Regence Blue Cross Blue Shield (Oregon Utah, Idaho, and select counties of Washington) has published a document regarding the Electrical Stimulation & Electromagnetic Therapy Devices. These guidelines take effect  05-01-2019.

Included in the document are the following reminders regarding Medicare and Medicare Advantage Medical Policies; reminders regarding non-covered services; Medicare Advantage policy criteria; types of stimulation; types of devices; codes and documentation.

The Medicare Advantage Medical Policies are:

  • Not intended to override the member Evidence of Coverage (EOC)
  • Not intended to tell providers how to practice medicine
  • Designed to provide guidance in the decision-making process both for covered and non-covered services
  • If there is no CMS guideline for a particular service/procedure, it is ok for the patient’s health plan to apply their policy or criteria.

The following services and procedures are excluded from coverage and the patient may be billed for them. Patients should be advised in advance that they may be responsible for these non-covered services.

  • Investigational
  • Cosmetic
  • Not medically necessary

Their Medicare Advantage Policy Criteria states the following: 

NOTES:
  • Electrical stimulation or electromagnetic devices and procedures which require prior authorization are found on our “Medicare Preauthorization List” web page. Note that some electrical stimulation services may be reviewed externally by a vendor.

  • Specific electrostimulation and/or electromagnetic codes not listed on the prior authorization website do not require prior approval and may be considered medically necessary for Medicare Advantage.

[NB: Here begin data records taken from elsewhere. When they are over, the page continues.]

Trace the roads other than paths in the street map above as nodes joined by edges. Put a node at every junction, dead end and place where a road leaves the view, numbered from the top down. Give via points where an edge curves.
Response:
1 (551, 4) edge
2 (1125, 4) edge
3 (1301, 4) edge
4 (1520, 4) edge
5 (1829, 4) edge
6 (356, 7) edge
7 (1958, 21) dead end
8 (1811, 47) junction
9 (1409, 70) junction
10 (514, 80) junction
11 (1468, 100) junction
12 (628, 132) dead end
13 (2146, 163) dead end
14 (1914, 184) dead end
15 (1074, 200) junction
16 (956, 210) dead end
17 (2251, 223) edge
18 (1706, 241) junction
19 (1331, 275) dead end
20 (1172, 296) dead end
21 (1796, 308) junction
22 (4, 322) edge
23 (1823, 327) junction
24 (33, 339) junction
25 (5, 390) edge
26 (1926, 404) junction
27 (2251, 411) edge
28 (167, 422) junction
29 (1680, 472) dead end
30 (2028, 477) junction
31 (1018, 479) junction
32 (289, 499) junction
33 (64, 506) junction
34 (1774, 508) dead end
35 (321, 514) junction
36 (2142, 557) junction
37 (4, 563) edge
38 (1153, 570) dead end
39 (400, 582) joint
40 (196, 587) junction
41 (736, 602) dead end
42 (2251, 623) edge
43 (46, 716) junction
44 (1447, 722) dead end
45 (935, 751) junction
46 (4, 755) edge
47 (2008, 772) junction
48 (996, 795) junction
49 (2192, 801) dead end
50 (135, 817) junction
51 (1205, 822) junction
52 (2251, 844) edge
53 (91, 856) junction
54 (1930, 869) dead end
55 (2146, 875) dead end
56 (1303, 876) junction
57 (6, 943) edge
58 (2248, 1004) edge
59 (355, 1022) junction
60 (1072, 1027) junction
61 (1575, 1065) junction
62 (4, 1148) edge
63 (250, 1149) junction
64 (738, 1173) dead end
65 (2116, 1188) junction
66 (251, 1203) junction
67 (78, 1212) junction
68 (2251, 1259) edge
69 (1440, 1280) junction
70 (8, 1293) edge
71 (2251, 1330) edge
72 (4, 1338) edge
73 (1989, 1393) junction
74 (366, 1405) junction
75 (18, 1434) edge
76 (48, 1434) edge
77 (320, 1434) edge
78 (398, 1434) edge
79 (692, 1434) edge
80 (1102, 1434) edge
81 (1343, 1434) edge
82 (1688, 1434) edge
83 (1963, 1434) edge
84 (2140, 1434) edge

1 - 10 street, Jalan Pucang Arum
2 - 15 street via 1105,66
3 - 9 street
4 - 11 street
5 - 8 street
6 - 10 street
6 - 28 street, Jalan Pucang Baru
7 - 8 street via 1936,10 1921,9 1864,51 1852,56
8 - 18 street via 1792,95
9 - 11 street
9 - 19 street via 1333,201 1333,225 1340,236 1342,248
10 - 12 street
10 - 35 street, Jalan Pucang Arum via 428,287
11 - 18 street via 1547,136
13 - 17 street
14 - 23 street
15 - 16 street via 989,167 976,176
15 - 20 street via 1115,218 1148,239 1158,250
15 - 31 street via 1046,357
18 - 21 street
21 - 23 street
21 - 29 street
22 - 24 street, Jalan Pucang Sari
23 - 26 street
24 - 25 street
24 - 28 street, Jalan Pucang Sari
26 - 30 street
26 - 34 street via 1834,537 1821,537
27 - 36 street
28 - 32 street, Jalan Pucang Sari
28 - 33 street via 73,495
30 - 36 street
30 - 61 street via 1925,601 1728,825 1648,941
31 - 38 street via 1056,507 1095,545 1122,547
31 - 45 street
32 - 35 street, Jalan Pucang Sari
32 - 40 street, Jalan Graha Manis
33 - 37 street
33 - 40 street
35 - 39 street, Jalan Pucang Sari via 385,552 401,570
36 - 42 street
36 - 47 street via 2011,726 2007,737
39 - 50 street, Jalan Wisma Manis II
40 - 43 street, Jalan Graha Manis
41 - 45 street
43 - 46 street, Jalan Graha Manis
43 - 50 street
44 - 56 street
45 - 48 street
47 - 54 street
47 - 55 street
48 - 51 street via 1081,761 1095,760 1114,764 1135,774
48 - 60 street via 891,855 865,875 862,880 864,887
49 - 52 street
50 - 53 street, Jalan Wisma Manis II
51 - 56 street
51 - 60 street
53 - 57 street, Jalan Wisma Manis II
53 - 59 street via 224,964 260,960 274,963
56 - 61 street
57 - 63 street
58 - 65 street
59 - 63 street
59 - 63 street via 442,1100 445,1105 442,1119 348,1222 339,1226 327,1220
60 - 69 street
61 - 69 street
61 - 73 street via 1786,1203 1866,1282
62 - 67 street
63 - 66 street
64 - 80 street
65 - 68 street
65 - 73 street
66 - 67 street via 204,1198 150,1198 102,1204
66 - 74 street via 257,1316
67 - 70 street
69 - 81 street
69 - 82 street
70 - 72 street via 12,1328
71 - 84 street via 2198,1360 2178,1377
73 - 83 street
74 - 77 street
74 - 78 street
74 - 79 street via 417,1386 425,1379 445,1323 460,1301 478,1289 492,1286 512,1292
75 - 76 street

  • Some forms of electrical stimulation may be addressed in other Medicare Advantage medical policies (see Cross References).

  • Providers remain responsible for correct coding, billing practices, and medical necessity whether or not there is a policy in place.

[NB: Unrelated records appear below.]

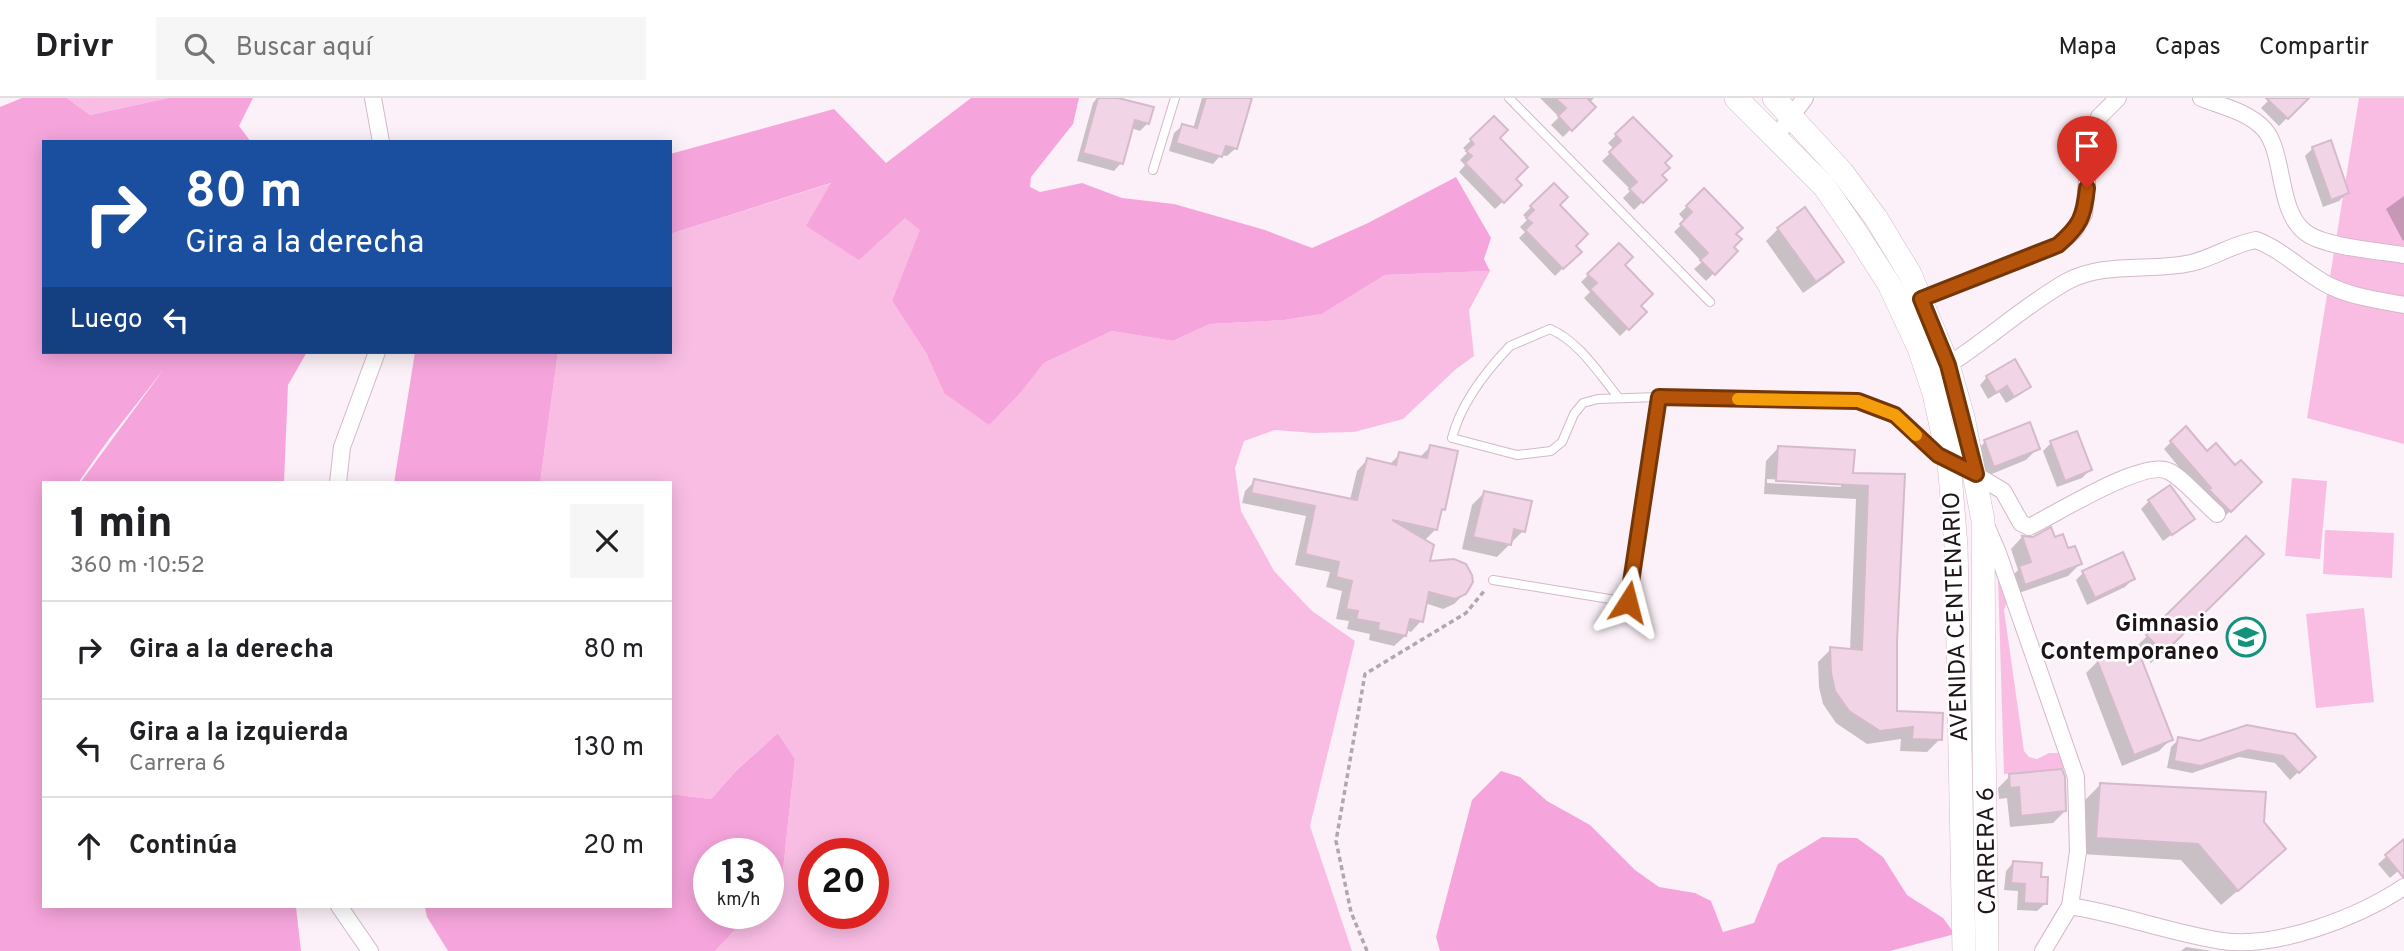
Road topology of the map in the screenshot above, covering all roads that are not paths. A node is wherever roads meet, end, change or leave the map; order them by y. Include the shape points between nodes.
1 (373, 98) edge
2 (1175, 98) edge
3 (1509, 98) edge
4 (1736, 98) edge
5 (1774, 98) edge
6 (2118, 98) edge
7 (2201, 98) edge
8 (1798, 107) edge
9 (1775, 138) junction
10 (382, 140) edge
11 (1153, 170) dead end
12 (2404, 255) edge
13 (1921, 299) junction
14 (1710, 302) dead end
15 (2404, 305) edge
16 (376, 354) edge
17 (1948, 365) junction
18 (1659, 397) junction
19 (1619, 398) junction
20 (1950, 461) junction
21 (1976, 474) junction
22 (338, 481) edge
23 (2217, 514) dead end
24 (1983, 520) junction
25 (1493, 580) road end
26 (2404, 887) edge
27 (2070, 906) junction
28 (340, 908) edge
29 (370, 951) edge
30 (1964, 951) edge
31 (1987, 951) edge
32 (2043, 951) edge

1 - 10 street
2 - 11 lane
3 - 14 lane
4 - 9 main road, AVENIDA CENTENARIO
5 - 8 main road, CARRERA 6
6 - 13 street via 2099,117 2091,137 2084,214 2074,231 2058,245
7 - 12 street via 2263,128 2271,139 2289,209 2304,232 2328,242
8 - 9 street
8 - 13 main road, CARRERA 6 via 1876,218
9 - 20 main road, AVENIDA CENTENARIO via 1824,186 1889,284 1919,348
13 - 17 main road, CARRERA 6
15 - 17 street via 2346,293 2256,240 2192,263 2102,269 2067,281
16 - 22 street via 342,447
17 - 21 main road, CARRERA 6
18 - 19 lane
18 - 20 lane via 1858,401 1895,415
18 - 25 lane via 1628,602
19 - 19 lane via 1583,403 1562,442 1551,451 1517,454 1452,438 1458,417 1510,346 1550,329 1573,342
20 - 21 street
20 - 30 main road, AVENIDA CENTENARIO
21 - 23 street via 2003,491 2021,523 2029,527 2135,472 2159,468 2170,471
21 - 24 main road, CARRERA 6
24 - 27 street via 2076,777 2078,852
24 - 31 main road, CARRERA 6
26 - 27 street via 2349,917 2252,941 2223,941
27 - 32 street
28 - 29 street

The Document covers the following Types of devices which are used “to relieve acute and chronic pain, alleviate symptoms caused by other medical conditions, treat muscle atrophy, provide ambulation in patients with a spinal cord injury, or in the treatment of wounds.”

Types of Stimulation and Devices:

  • Galvanic Stimulation
  • H-wave Stimulation
  • Microcurrent Stimulation (MENS)
  • Functional Neuromuscular Electrical Stimulation (FES)
    Also known by other names
  • Threshold Electrical Stimulation
  • Cranial Electrostimulation Therapy (CES)
  • Electrostimulation and Electromagnetic Therapy for Wounds
  • Electrical Stimulation and Electromagnetic Therapy for Arthritis
  • Sympathetic Electrical Stimulation Therapy
  • Interferential Current Stimulation (IFC or IFS)
  • Transcutaneous Electrical Modulation Pain Reprocessing (TEMPR)
  • Transcutaneous Electrical Stimulation (TENS)

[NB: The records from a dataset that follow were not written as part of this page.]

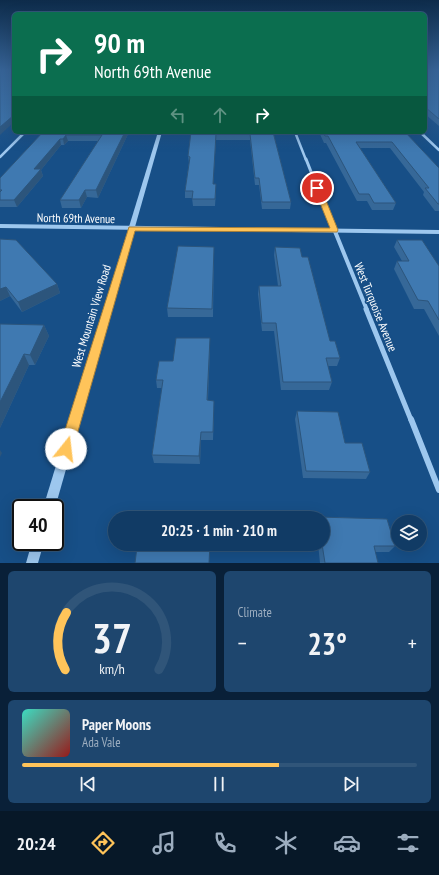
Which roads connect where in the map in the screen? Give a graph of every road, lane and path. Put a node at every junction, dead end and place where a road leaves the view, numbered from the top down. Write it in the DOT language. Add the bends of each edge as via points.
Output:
graph roads {
  1 [pos="23,134"];
  2 [pos="159,134"];
  3 [pos="296,134"];
  4 [pos="422,134"];
  5 [pos="439,150"];
  6 [pos="0,157"];
  7 [pos="0,226"];
  8 [pos="132,228"];
  9 [pos="334,230"];
  10 [pos="439,232"];
  11 [pos="439,490"];
  12 [pos="52,499"];
  13 [pos="35,551"];
  14 [pos="32,563"];
  1 -- 6 [label="street"];
  2 -- 8 [label="street, West Mountain View Road"];
  3 -- 9 [label="street, West Turquoise Avenue"];
  4 -- 5 [label="street"];
  7 -- 8 [label="street, North 69th Avenue"];
  8 -- 9 [label="street, North 69th Avenue"];
  8 -- 12 [label="street, West Mountain View Road"];
  9 -- 10 [label="street, North 69th Avenue"];
  9 -- 11 [label="street, West Turquoise Avenue"];
  13 -- 14 [label="street"];
}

The following Codes are discussed in this BC/BS Medicare Advantage Policy Manual:

HCPCS Codes:

E1399 E0731 E0744  E0745 E0761  E0762  E0764 E0769 E0770
G0281 G0282 G0295 G0329 S8130  S8131
*Status "N" codes - noncovered by either Medicare or Medicare Advantage policies.
CPT Codes:   0278T (Non-Covered Services L35008)

Electrical Stimulation therapies and codes NOT included “within the scope of this policy.”

HCPCS Codes:

E1399 (Sympathetic Electrical Stimulation Therapy)

E0720E0730E0731 (Transcutaneous Electrical Nerve Stimulation — TENS)

CPT Codes:    

S8130S8131 (Interferential Current Stimulation — IFC or IFS)


Documentation

According to BC/BS:

The information below must be submitted for review to determine whether policy criteria are met. If any of these items are not submitted, it could impact our review and decision outcome.
  • All chart notes and medical records pertinent to the request, including history and physical documenting the condition being treated and symptoms experienced.
  • Type of planned electrical stimulation and device name.
  • If the electrical stimulation is being used to treat wounds, the clinical documentation must include the type and stage of wound, attempted standard wound therapy, and whether or not measurable signs of improved healing exist (see Medicare NCD 270.1).